# Linear Regression in TensorFlow: The California Housing Dataset

In what follows we will use a small dataset to simulate a more realistic scenario. The California Housing dataset contains 20,640 entries and 8 predictors. We first pre-process the dataset by standardizing the predictors, and we save it into an HDF5 file. As a second step, we find the optimal values of the regression parameters using minibatch gradient descent reading from the HDF5 file. In the course of so doing we point out some of the possible pitfalls.

In [68]:
import h5py
import numpy as np
import tensorflow as tf
from sklearn.preprocessing import StandardScaler
from sklearn.datasets import fetch_california_housing
%matplotlib inline
tf.reset_default_graph()

We start extracting the data from the California Housing dataset and standardizing the features. We also add a column of "biases" that do not undergo the normalization step. Following the practices illustrated by A. Geron, we reshape the targets into a one-column array. We use the `np.c_` function to add a column of ones to the matrix. The syntax is a bit surprising, as shown below.

In [69]:
housing = fetch_california_housing()
X_unsc = housing.data # Unscaled data
y_ = housing.target.reshape(-1, 1) # 2D array instead of 1D
ssc = StandardScaler()
X_sc = ssc.fit_transform(X_unsc)
X_sc = np.c_[np.ones(X_sc.shape[0]), X_sc] # Add the bias column

We have created an unscaled version of the data, a scaled version, and a scaled version with an additional column of ones, to represent the intercept or bias factor. All these objects, so far, are flot64.

In [70]:
X_unsc.dtype, X_sc.dtype, y_.dtype

(dtype('float64'), dtype('float64'), dtype('float64'))

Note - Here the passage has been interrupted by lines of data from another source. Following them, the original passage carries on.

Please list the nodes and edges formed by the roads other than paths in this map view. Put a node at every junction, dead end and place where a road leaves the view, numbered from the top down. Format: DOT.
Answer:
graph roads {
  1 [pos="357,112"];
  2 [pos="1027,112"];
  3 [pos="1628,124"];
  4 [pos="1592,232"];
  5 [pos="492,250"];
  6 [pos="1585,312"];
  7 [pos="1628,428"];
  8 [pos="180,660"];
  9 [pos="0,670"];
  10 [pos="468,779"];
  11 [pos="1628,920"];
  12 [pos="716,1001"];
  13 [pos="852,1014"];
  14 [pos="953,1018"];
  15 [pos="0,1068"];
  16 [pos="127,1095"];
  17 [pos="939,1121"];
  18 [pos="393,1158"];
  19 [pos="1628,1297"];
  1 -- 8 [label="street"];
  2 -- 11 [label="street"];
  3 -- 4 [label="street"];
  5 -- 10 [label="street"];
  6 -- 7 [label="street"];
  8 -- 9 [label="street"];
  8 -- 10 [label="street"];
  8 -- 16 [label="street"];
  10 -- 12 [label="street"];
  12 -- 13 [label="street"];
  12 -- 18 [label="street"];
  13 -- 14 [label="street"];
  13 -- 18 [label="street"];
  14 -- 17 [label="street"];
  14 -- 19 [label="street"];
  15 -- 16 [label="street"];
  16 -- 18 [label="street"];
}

We create a couple of constant, float32 objects, and use the normal equations to find the best fit, rather than using SGD. This shows how to create TensorFlow with a specific `dtype`, and exposes some linear algebra functions. We don't need to create a variable storing the value of the $\theta$ parameters, as this will be obtained directly from the matrix operations, and namely from the normal equation: $$\theta = (X^T X)^{-1} X^T y$$

In [71]:
tf.reset_default_graph()
X = tf.constant(X_sc, dtype=tf.float32, name='X') # Store as float 32
y = tf.constant(y_, dtype=tf.float32, name='y')    # Same
XT = tf.transpose(X)
theta = tf.matmul(tf.matmul(tf.matrix_inverse(tf.matmul(XT, X)), XT), y)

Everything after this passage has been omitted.